[Stored dataset items]
□ □ □ □ □
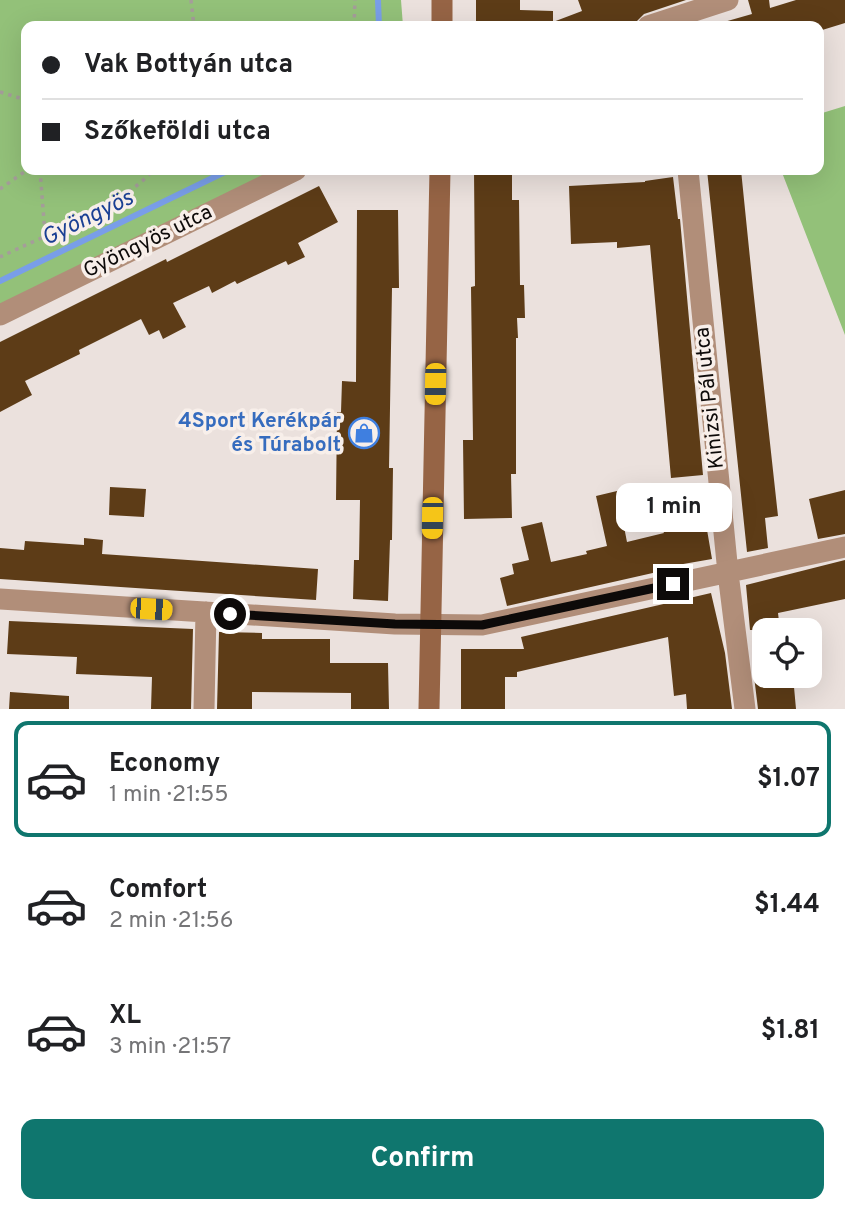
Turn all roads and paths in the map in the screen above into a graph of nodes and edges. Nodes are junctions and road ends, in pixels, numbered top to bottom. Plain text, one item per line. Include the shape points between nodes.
1 (191, 0) edge
2 (355, 0) edge
3 (442, 0) edge
4 (728, 0) edge
5 (673, 14) edge
6 (193, 21) edge
7 (354, 21) edge
8 (442, 21) edge
9 (0, 92) edge
10 (21, 98) edge
11 (21, 174) edge
12 (40, 175) edge
13 (149, 175) edge
14 (286, 175) edge
15 (440, 175) edge
16 (688, 175) edge
17 (0, 189) edge
18 (45, 235) junction
19 (0, 257) edge
20 (0, 315) edge
21 (845, 547) edge
22 (728, 573) junction
23 (0, 599) edge
24 (206, 612) junction
25 (430, 625) junction
26 (204, 709) edge
27 (429, 709) edge
28 (745, 709) edge

1 - 6 path
2 - 7 path
3 - 8 street
4 - 5 street
9 - 10 path
11 - 17 path
12 - 18 path
13 - 18 path via 119,199
14 - 20 street, Gyöngyös utca
15 - 25 street
16 - 22 street, Kinizsi Pál utca
18 - 19 path
21 - 22 street
22 - 25 street via 482,625
22 - 28 street, Kinizsi Pál utca
23 - 24 street
24 - 25 street
24 - 26 street
25 - 27 street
□ □ □ □ □
:: Task directions ::
Return every line of the records exactly as given, pictures excluded.

:: Solution to the problem ::
Turn all roads and paths in the map in the screen above into a graph of nodes and edges. Nodes are junctions and road ends, in pixels, numbered top to bottom. Plain text, one item per line. Include the shape points between nodes.
1 (191, 0) edge
2 (355, 0) edge
3 (442, 0) edge
4 (728, 0) edge
5 (673, 14) edge
6 (193, 21) edge
7 (354, 21) edge
8 (442, 21) edge
9 (0, 92) edge
10 (21, 98) edge
11 (21, 174) edge
12 (40, 175) edge
13 (149, 175) edge
14 (286, 175) edge
15 (440, 175) edge
16 (688, 175) edge
17 (0, 189) edge
18 (45, 235) junction
19 (0, 257) edge
20 (0, 315) edge
21 (845, 547) edge
22 (728, 573) junction
23 (0, 599) edge
24 (206, 612) junction
25 (430, 625) junction
26 (204, 709) edge
27 (429, 709) edge
28 (745, 709) edge

1 - 6 path
2 - 7 path
3 - 8 street
4 - 5 street
9 - 10 path
11 - 17 path
12 - 18 path
13 - 18 path via 119,199
14 - 20 street, Gyöngyös utca
15 - 25 street
16 - 22 street, Kinizsi Pál utca
18 - 19 path
21 - 22 street
22 - 25 street via 482,625
22 - 28 street, Kinizsi Pál utca
23 - 24 street
24 - 25 street
24 - 26 street
25 - 27 street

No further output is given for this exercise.